O filme anterior da diretora fazia parte do Dogma – foi o quinto a ganhar o selo do movimento. Aqui, ela abandona os preceitos dogmáticos para fazer um filme no qual os personagens são o mais importante e não as contravenções técnicas. Apesar da música incessante, e intrusiva, Lone vai, na maior parte do tempo, ao centro emocional de seus personagens com honestidade.
O irmão suicida é Wilbur (Jamie Sives) que, desde a cena inicial, se mostra desgostoso com sua vida e procura formas de se matar. Nem seu irmão, Harbour (Adrian Rawlins), nem a terapia são capazes de convencê-lo a abandonar a idéia. Os dois passam a dividir a mesma casa, onde o mais velho tem uma loja de livros usados, na Escócia.
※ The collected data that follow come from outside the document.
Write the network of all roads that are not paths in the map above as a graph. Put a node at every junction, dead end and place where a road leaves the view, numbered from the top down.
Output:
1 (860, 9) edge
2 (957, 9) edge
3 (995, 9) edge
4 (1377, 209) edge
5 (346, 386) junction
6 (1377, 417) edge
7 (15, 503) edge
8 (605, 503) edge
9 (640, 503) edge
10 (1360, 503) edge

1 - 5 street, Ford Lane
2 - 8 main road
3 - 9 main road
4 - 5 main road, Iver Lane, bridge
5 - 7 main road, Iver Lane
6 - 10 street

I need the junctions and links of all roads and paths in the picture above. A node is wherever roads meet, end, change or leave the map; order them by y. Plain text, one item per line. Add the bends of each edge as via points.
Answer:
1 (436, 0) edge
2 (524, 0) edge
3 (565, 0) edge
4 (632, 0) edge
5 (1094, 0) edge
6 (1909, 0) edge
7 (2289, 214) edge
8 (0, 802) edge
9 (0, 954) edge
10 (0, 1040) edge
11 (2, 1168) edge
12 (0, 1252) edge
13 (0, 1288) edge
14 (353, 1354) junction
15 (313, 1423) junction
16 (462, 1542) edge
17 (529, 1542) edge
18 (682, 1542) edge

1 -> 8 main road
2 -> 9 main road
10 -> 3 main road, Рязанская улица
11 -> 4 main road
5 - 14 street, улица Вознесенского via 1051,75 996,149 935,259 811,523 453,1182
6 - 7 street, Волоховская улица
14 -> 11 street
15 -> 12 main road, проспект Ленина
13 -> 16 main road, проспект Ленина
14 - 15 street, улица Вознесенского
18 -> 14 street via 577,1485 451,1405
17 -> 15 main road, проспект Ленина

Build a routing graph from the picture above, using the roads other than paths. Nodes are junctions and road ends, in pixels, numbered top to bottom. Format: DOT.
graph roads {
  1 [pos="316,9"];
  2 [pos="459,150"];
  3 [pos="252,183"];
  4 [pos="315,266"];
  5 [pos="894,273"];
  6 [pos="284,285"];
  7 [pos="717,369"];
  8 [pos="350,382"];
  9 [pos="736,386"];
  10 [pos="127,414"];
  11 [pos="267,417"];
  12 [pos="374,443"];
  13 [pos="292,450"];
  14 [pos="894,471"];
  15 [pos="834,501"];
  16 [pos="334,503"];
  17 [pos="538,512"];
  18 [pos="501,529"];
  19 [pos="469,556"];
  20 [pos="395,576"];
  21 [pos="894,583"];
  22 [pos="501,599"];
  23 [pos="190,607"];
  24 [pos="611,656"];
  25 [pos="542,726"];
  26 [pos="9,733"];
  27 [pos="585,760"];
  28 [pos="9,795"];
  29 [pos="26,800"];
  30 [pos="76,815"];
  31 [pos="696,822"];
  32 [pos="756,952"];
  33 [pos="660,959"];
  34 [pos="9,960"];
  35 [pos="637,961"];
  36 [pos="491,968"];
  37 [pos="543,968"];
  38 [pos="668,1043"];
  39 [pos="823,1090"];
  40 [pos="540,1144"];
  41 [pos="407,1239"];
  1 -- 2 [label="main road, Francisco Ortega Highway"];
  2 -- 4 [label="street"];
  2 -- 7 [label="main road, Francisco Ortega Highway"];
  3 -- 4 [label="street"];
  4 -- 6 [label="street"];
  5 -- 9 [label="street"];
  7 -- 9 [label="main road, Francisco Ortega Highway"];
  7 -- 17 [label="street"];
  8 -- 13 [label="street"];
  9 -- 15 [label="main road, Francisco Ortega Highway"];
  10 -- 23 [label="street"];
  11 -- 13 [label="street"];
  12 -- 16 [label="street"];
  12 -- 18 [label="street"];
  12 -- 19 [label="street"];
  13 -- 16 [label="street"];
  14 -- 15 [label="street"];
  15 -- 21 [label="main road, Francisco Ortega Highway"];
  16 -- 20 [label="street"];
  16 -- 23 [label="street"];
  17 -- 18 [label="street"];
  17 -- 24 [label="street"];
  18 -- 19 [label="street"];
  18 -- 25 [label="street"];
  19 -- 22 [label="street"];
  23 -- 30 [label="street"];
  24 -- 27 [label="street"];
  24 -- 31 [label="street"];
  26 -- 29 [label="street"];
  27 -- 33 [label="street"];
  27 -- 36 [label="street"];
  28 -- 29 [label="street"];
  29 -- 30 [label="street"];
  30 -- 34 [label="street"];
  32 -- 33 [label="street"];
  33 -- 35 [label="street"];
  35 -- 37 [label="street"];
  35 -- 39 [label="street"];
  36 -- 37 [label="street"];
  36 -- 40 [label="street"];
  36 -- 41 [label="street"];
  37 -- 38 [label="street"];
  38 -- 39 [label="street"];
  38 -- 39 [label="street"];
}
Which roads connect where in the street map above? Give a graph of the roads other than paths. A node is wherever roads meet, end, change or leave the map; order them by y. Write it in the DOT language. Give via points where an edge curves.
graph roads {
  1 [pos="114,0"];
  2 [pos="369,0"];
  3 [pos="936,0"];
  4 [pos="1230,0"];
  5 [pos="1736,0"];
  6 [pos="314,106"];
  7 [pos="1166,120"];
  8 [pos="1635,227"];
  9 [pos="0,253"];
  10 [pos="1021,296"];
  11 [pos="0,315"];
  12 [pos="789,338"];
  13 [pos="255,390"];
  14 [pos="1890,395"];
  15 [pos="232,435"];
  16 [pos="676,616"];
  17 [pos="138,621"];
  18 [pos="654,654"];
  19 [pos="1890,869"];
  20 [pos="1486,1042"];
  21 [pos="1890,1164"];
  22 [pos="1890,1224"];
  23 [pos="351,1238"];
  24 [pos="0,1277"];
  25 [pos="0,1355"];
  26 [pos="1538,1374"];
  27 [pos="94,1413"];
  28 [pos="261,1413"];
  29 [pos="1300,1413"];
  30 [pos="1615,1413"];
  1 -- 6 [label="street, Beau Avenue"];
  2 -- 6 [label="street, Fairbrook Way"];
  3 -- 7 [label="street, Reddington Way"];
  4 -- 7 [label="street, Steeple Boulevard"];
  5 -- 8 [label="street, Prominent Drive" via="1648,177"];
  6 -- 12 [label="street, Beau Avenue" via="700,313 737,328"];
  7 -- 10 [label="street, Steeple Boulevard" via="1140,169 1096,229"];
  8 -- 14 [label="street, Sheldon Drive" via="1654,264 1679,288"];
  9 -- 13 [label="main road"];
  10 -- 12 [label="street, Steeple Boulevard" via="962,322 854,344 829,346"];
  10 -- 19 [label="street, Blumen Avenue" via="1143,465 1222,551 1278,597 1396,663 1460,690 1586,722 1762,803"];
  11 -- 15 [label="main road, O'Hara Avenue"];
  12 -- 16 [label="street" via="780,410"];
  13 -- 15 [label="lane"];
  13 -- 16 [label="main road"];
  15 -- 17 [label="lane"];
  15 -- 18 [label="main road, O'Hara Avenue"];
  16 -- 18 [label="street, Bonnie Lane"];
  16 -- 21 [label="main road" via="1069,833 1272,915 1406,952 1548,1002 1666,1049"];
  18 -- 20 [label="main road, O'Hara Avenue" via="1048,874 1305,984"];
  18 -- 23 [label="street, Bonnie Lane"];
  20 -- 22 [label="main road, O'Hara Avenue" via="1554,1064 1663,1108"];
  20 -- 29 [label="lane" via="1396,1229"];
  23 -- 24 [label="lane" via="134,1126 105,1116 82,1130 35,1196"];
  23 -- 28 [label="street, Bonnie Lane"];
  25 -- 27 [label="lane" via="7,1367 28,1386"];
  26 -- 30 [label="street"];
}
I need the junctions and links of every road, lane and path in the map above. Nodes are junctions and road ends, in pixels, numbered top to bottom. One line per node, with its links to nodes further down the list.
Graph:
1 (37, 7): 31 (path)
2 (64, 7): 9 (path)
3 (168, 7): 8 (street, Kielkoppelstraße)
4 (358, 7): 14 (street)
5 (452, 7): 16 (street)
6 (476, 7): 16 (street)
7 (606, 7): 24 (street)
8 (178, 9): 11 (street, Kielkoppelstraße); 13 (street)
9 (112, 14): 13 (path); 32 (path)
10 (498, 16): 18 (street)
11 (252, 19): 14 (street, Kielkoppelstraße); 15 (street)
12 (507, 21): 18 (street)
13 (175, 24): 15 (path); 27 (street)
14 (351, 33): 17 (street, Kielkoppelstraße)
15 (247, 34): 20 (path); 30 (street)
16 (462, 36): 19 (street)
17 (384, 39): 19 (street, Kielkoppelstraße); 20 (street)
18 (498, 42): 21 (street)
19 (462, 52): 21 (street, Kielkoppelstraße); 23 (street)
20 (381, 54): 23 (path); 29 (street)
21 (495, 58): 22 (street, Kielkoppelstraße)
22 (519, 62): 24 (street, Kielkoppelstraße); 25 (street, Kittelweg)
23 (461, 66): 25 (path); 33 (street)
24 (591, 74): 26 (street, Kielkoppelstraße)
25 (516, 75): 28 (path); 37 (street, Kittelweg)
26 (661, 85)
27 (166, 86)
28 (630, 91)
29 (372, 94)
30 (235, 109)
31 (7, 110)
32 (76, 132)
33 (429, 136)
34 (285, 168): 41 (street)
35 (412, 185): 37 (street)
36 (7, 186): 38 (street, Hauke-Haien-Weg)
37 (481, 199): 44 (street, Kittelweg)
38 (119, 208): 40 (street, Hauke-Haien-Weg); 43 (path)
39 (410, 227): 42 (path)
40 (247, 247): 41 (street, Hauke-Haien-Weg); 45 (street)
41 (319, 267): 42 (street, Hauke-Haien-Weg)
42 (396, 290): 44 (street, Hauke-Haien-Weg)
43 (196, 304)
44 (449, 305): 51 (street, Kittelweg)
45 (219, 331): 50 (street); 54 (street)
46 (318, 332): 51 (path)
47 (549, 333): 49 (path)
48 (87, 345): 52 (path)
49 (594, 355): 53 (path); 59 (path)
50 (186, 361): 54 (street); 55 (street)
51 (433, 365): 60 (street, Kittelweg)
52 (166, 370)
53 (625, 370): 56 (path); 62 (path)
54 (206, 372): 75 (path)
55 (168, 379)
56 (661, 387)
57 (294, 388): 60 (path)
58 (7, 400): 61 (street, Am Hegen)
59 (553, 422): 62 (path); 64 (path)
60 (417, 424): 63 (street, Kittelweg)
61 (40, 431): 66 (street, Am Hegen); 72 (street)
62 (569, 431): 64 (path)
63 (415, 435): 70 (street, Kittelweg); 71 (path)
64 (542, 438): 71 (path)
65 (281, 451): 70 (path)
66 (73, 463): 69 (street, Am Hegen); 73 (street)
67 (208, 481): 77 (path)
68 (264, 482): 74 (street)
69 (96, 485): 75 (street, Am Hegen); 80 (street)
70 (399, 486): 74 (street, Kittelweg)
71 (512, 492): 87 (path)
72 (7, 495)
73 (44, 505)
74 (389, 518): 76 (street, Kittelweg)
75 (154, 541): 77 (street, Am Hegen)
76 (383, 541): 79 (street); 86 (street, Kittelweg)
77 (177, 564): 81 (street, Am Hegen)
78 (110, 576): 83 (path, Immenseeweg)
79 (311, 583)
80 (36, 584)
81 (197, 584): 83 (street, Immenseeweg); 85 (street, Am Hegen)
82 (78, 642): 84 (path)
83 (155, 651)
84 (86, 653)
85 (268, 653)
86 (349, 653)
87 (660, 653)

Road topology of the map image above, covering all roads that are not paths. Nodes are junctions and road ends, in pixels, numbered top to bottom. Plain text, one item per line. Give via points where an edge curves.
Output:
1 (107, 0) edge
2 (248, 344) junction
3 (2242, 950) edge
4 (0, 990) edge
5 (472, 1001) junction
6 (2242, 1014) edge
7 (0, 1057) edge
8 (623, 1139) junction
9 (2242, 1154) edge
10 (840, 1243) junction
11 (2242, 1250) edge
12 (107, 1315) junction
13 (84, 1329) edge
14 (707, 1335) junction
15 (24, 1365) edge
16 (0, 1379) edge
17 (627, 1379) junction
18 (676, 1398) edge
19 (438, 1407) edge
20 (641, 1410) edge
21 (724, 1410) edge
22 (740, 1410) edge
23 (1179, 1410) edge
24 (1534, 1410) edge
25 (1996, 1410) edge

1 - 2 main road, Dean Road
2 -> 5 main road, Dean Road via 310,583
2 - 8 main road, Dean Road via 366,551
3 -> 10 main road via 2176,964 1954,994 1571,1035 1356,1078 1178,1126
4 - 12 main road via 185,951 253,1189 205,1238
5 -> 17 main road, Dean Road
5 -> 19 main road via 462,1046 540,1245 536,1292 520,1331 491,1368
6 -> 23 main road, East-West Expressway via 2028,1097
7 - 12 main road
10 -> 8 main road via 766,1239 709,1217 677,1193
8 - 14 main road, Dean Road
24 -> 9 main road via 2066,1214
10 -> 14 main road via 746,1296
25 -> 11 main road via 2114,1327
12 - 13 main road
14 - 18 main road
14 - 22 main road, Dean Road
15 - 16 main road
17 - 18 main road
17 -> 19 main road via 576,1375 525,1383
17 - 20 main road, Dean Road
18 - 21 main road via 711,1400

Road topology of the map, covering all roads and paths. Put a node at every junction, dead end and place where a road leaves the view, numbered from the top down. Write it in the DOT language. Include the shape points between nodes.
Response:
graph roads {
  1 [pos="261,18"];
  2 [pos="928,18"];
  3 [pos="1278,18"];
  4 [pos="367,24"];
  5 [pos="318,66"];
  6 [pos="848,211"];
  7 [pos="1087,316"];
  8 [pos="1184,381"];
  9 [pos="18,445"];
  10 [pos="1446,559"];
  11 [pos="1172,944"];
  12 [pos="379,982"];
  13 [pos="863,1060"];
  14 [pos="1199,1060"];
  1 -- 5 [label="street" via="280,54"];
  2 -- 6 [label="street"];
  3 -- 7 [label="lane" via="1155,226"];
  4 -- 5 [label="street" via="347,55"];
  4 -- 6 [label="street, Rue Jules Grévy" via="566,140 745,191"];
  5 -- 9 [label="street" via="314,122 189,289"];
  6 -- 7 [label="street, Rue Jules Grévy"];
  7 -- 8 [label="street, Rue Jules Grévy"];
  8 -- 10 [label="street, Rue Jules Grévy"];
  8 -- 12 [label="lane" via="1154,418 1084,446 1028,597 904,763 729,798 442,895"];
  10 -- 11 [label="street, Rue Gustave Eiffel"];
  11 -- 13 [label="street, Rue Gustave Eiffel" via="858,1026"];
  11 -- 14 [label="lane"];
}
São os livros, aliás, que os levam a conhecer a mãe solteira Alice (Shirley Henderson). Ela, ao lado de sua filha, se instala na vida e muda os destinos dos irmãos.
Meu Irmão Quer Se Matar vai traçando um retrato cru de três almas solitárias que encontram umas nas outras algum apoio. À medida que Wilbur vai se tornando menos melancólico e cínico e mais apegado à vida, seu irmão passa por uma profunda transformação, tendo que reavaliar a sua existência.
Seguindo a tradição do cinema inglês, Meu Irmão Quer Se Matar tem um olhar terno sobre um mundo bizarro, habitado por figuras estranhas, como os irmãos centrais e uma enfermeira cujo penteado muda a cada dia. Nesse ponto, quem sai ganhando é Shirley Henderson, que soube tirar mais proveito de seu personagem. Longe da fantasma Murta-Que-Geme que a deixou conhecida na série Harry Potter, a atriz tem uma interpretação sob medida, sem cair na caricatura, nem no exagero.
Meu Irmão Quer Se Matar, ao contrário do que o título possa indicar, não é depressivo – pelo contrário. As pessoas podem não sair sorridentes do cinema, mas certamente, encontram elementos para ver a vida e suas possibilidades com outros olhos.